San Marón

San Marón

9 DE FEBRERO

Marón de origen Árabe, El santo varón.

Nació en Siria; hombre humilde, que un día oyó la voz de Dios, aceptando inmediatamente el desafío que significaba seguirle.

San Marón eligió una morada solitaria no lejos de la ciudad de Cirrus en Siria, y allí, vivía casi a la intemperie. Tenía una pequeña cabaña cubierta con pieles de cabra que rara vez utilizaba.
En su peregrinar encontró las ruinas de un templo pagano, al cual dedicó al verdadero Dios, y lo convirtió en casa de oración.

San Juan Crisóstomo, le escribía desde Cucusus, donde estaba desterrado, y se encomendaba a sus oraciones, rogándole le diera noticias suyas con la mayor frecuencia posible.
San Marón tuvo por maestro a San Zebino, cuya frecuencia en la oración era tal, que se dice que pasaba días y noches enteras orando, sin experimentar cansancio.

Generalmente rezaba de pie, aunque cuando ya era muy anciano, tenía que sostenerse con un báculo. A los que iban a consultarle, respondía con la mayor brevedad posible; tan deseoso estaba de pasar todo su tiempo en conversación con Dios.

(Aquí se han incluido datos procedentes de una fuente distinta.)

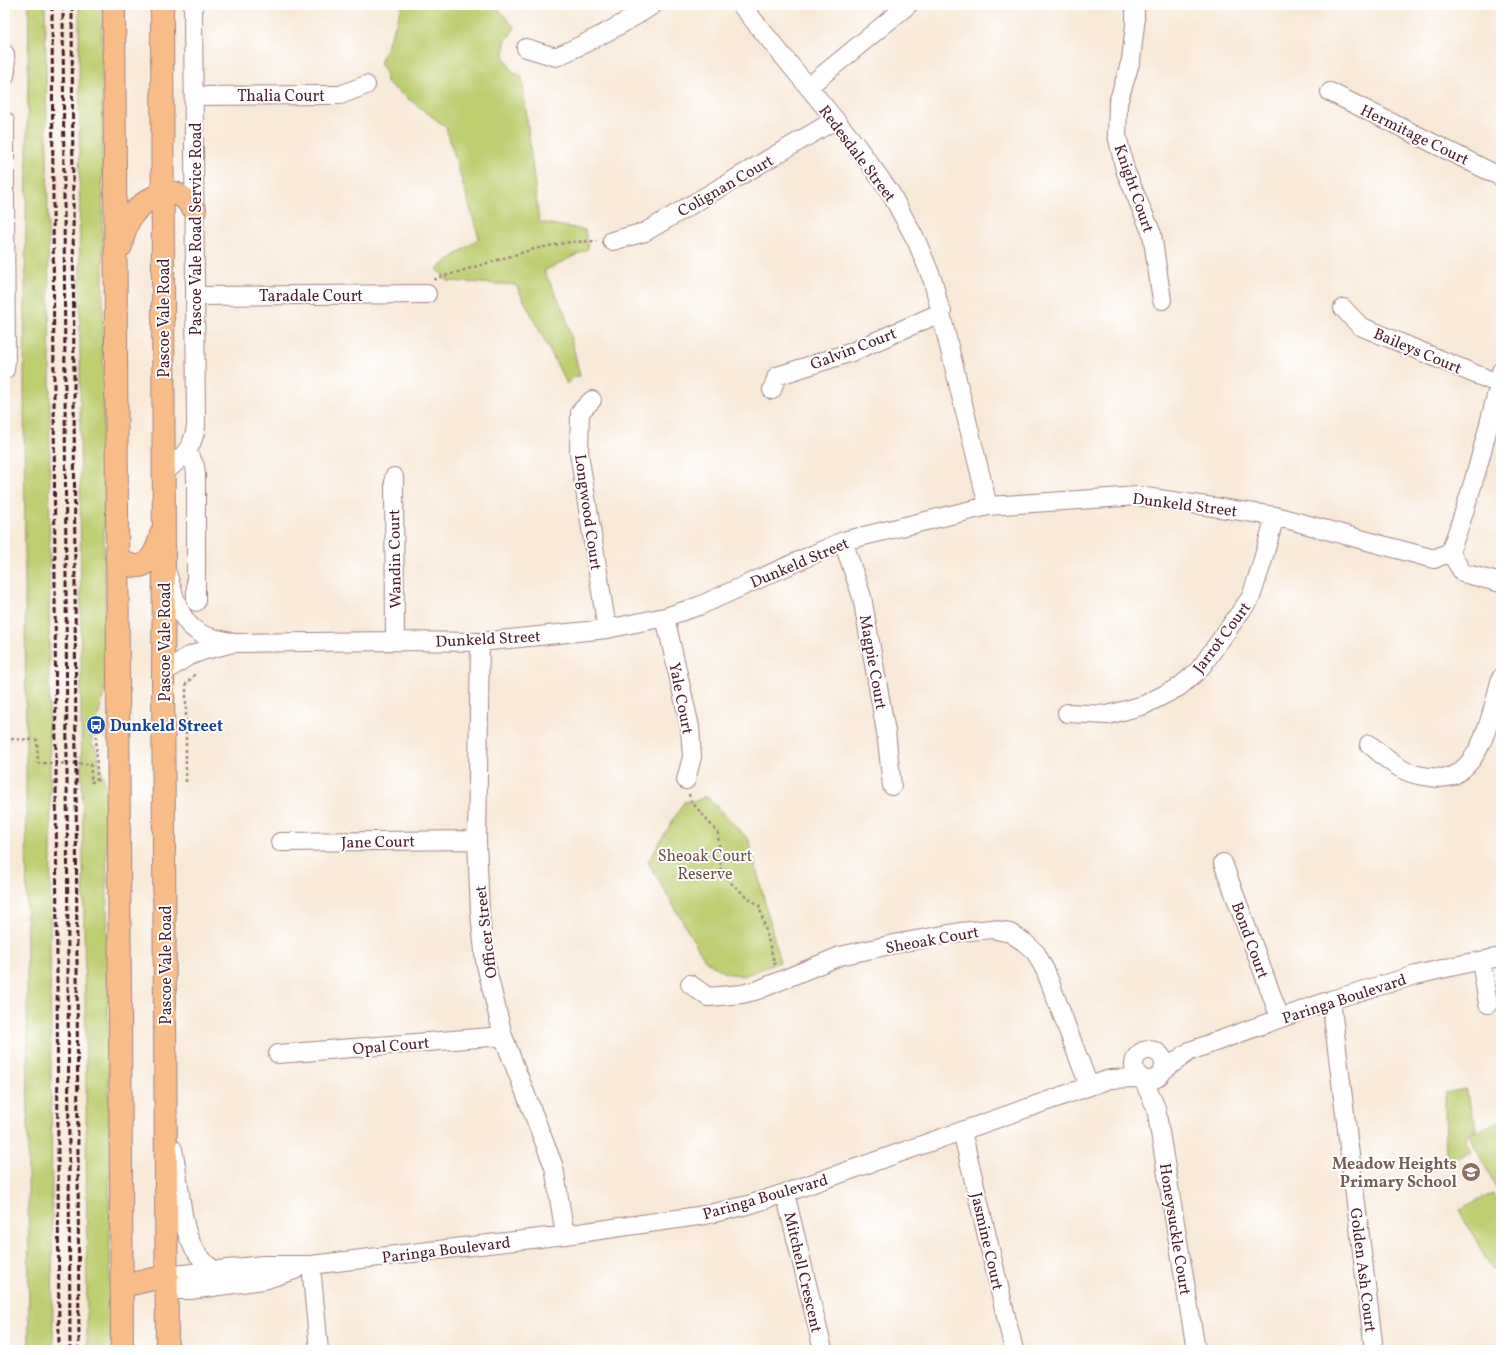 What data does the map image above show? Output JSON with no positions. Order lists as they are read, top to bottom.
{
  "streets": {
    "main road": ["Pascoe Vale Road"],
    "street": [
      "Thalia Court",
      "Hermitage Court",
      "Redesdale Street",
      "Colignan Court",
      "Knight Court",
      "Pascoe Vale Road Service Road",
      "Taradale Court",
      "Galvin Court",
      "Baileys Court",
      "Dunkeld Street",
      "Longwood Court",
      "Wandin Court",
      "Jarrot Court",
      "Magpie Court",
      "Yale Court",
      "Jane Court",
      "Officer Street",
      "Sheoak Court",
      "Bond Court",
      "Paringa Boulevard",
      "Opal Court",
      "Honeysuckle Court",
      "Jasmine Court",
      "Golden Ash Court",
      "Mitchell Crescent"
    ]
  },
  "crossings": [
    ["Thalia Court", "Pascoe Vale Road Service Road"],
    ["Redesdale Street", "Colignan Court"],
    ["Redesdale Street", "Galvin Court"],
    ["Redesdale Street", "Dunkeld Street"],
    ["Pascoe Vale Road Service Road", "Taradale Court"],
    ["Pascoe Vale Road Service Road", "Pascoe Vale Road"],
    ["Pascoe Vale Road", "Dunkeld Street"],
    ["Pascoe Vale Road", "Paringa Boulevard"],
    ["Dunkeld Street", "Longwood Court"],
    ["Dunkeld Street", "Wandin Court"],
    ["Dunkeld Street", "Jarrot Court"],
    ["Dunkeld Street", "Magpie Court"],
    ["Dunkeld Street", "Yale Court"],
    ["Dunkeld Street", "Officer Street"],
    ["Jane Court", "Officer Street"],
    ["Officer Street", "Paringa Boulevard"],
    ["Officer Street", "Opal Court"],
    ["Sheoak Court", "Paringa Boulevard"],
    ["Bond Court", "Paringa Boulevard"],
    ["Paringa Boulevard", "Honeysuckle Court"],
    ["Paringa Boulevard", "Jasmine Court"],
    ["Paringa Boulevard", "Golden Ash Court"],
    ["Paringa Boulevard", "Mitchell Crescent"]
  ],
  "parks": ["Sheoak Court Reserve"],
  "places": {
    "bus stop": ["Dunkeld Street"],
    "school or university": ["Meadow Heights Primary School"]
  }
} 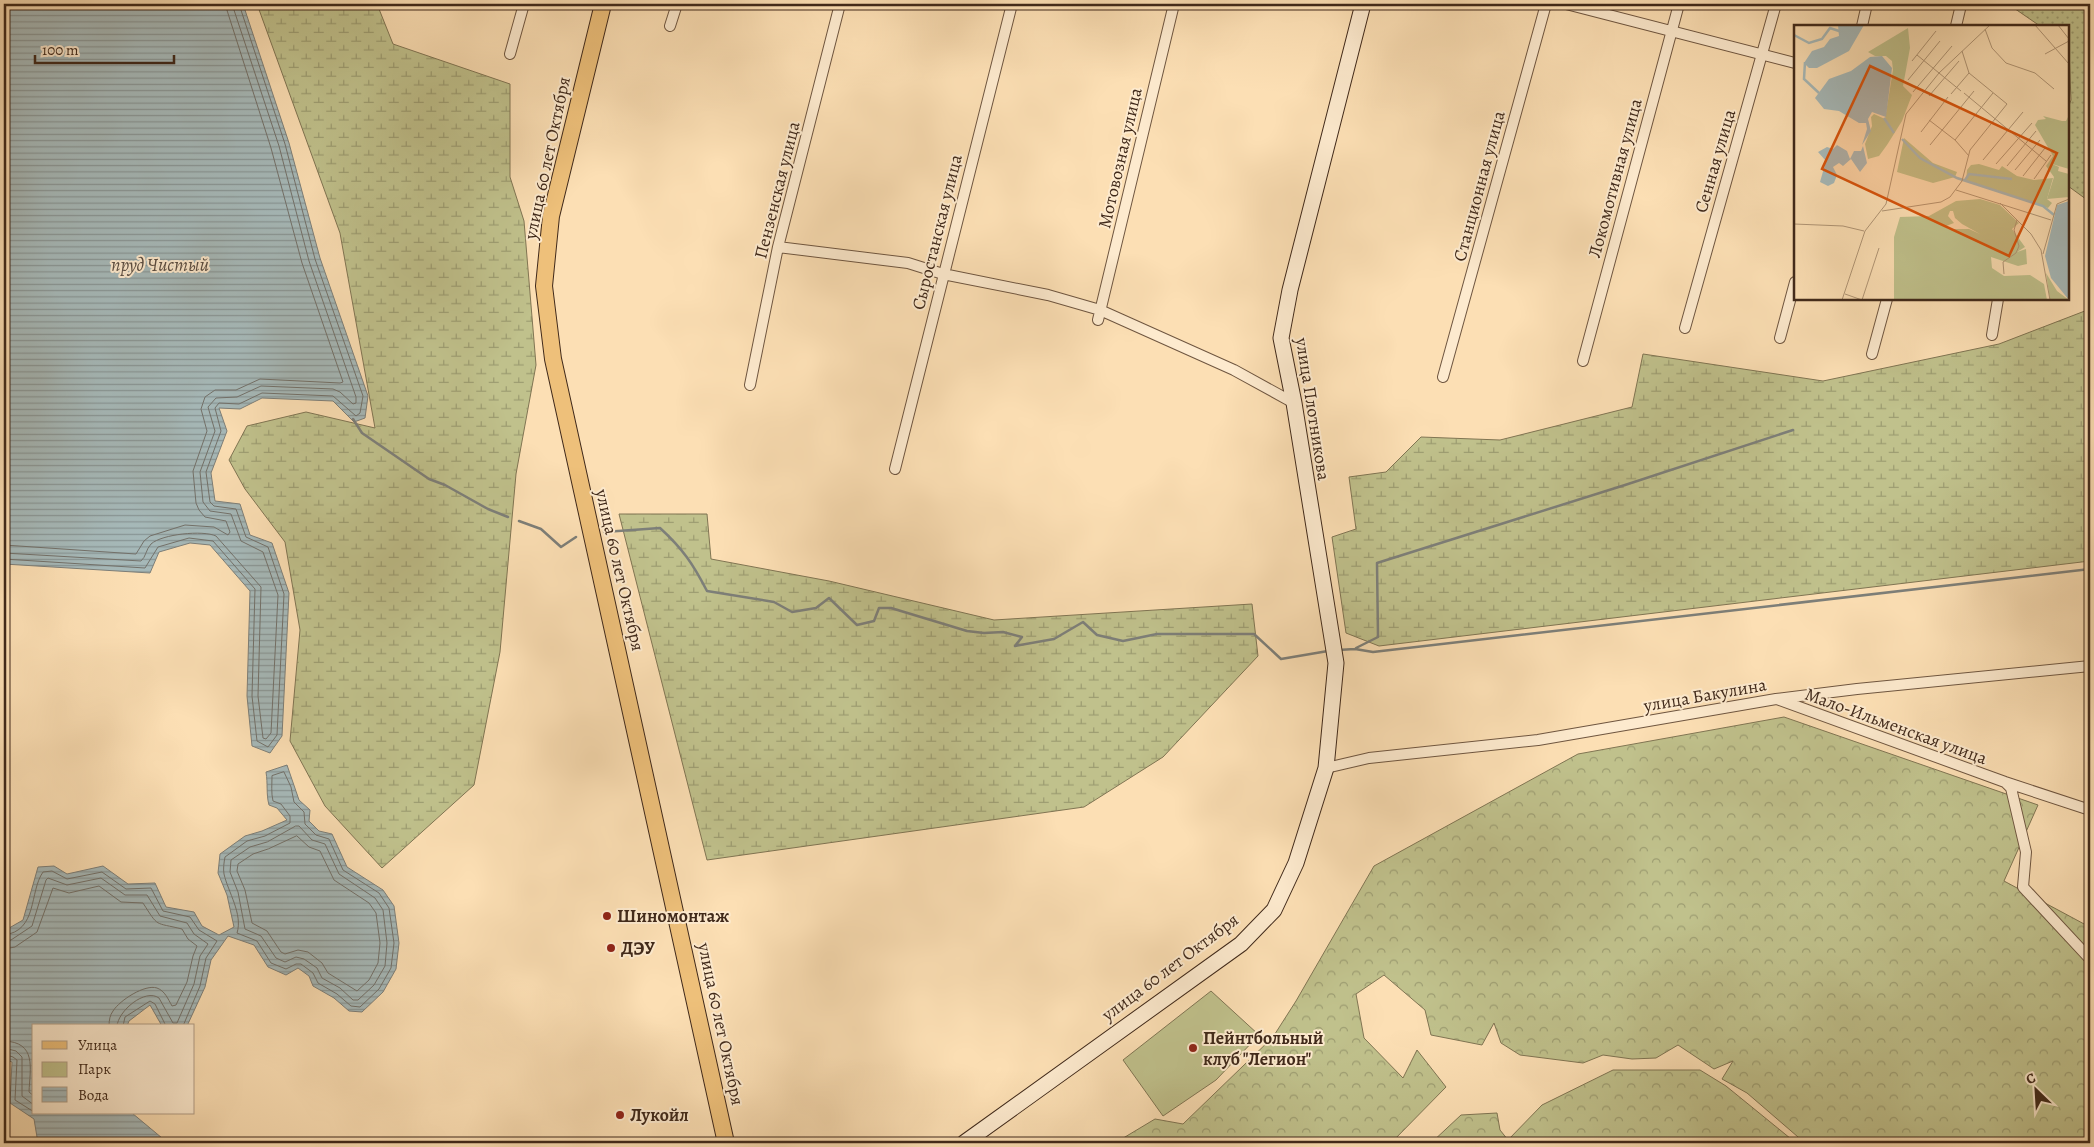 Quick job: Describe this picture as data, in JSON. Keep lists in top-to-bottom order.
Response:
{
  "streets": {
    "main road": ["улица 60 лет Октября"],
    "street": [
      "Мотовозная улица",
      "Сенная улица",
      "Локомотивная улица",
      "Станционная улица",
      "Пензенская улица",
      "Сыростанская улица",
      "улица Плотникова",
      "улица Бакулина",
      "Мало-Ильменская улица"
    ]
  },
  "crossings": [
    ["улица 60 лет Октября", "улица Плотникова"],
    ["улица 60 лет Октября", "улица Бакулина"],
    ["улица Плотникова", "улица Бакулина"],
    ["улица Бакулина", "Мало-Ильменская улица"]
  ],
  "water": ["пруд Чистый"],
  "places": [
    "Шиномонтаж",
    "ДЭУ",
    "Пейнтбольный клуб \"Легион\"",
    "Лукойл"
  ],
  "legend": ["Улица", "Парк", "Вода"],
  "scale_bar": "100 m",
  "north": "top left"
}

San Marón, no solo fue ejemplo, sino que además fue un líder lleno de sabiduría y del Espíritu Santo, que supo dar sentido a cada acción, con rigurosa disciplina. Alcanzó en vida, fama de santidad e incluso realizó milagros de curación y conversión.

Sus virtudes fueron ampliamente conocidas: justicia, templanza, castidad y trabajo duro, semillas que él mismo plantó en otros, quienes se convirtieron en campo fértil, llevó a Dios numerosas vocaciones, que serían tiempo después labradores diligentes y sabios, que harían florecer la Montaña de Líbano en la fe sólida y verdadera de nuestro Señor Jesucristo.

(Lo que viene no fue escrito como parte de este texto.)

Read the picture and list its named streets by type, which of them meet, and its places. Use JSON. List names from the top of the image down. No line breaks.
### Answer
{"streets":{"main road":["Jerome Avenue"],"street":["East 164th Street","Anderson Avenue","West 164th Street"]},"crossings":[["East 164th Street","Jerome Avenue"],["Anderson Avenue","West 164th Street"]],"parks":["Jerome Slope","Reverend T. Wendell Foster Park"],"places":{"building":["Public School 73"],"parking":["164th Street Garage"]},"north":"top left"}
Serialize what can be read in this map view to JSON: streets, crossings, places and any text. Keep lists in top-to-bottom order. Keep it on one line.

San Marón imitó a su maestro en la constancia en la oración, pero trataba a sus visitantes de modo diferente.
No sólo los recibía con suma bondad, sino que los invitaba a que se quedaran con él, aunque muy pocos estaban dispuestos a pasar toda la noche en pie, rezando.
Dios recompensó sus trabajos con gracias abundantes y con el don de curar enfermedades tanto corporales como espirituales.

No es sorprendente que su fama como consejero espiritual se extendiera por todas partes.
Esto le atrajo grandes multitudes, Formó a muchos santos ermitaños y fundó monasterios; sabemos que, por lo menos, tres grandes conventos llevaron su nombre.
Teodoreto, obispo de Cirrus, decía que los numerosos monjes que poblaron su diócesis fueron formados por las instrucciones del santo.

San Marón murió después de una corta enfermedad. Varios pueblos se disputaron sus restos. Los que obtuvieron el cuerpo construyeron sobre su tumba una enorme iglesia con un monasterio anexo, cerca de la fuente de Orontes, muy cerca de Apamea.

Los Maronitas son los cristianos que deben su nombre a San Marón, santo hombre, rígido defensor de la fe católica de oriente.

San Marón fue ejemplo para sus discípulos, que escuchaban sus enseñanzas, imitaban sus virtudes. Estos discípulos fueron llamados “Discípulos de San Marón” que después de su muerte en el año 420, crecieron mucho.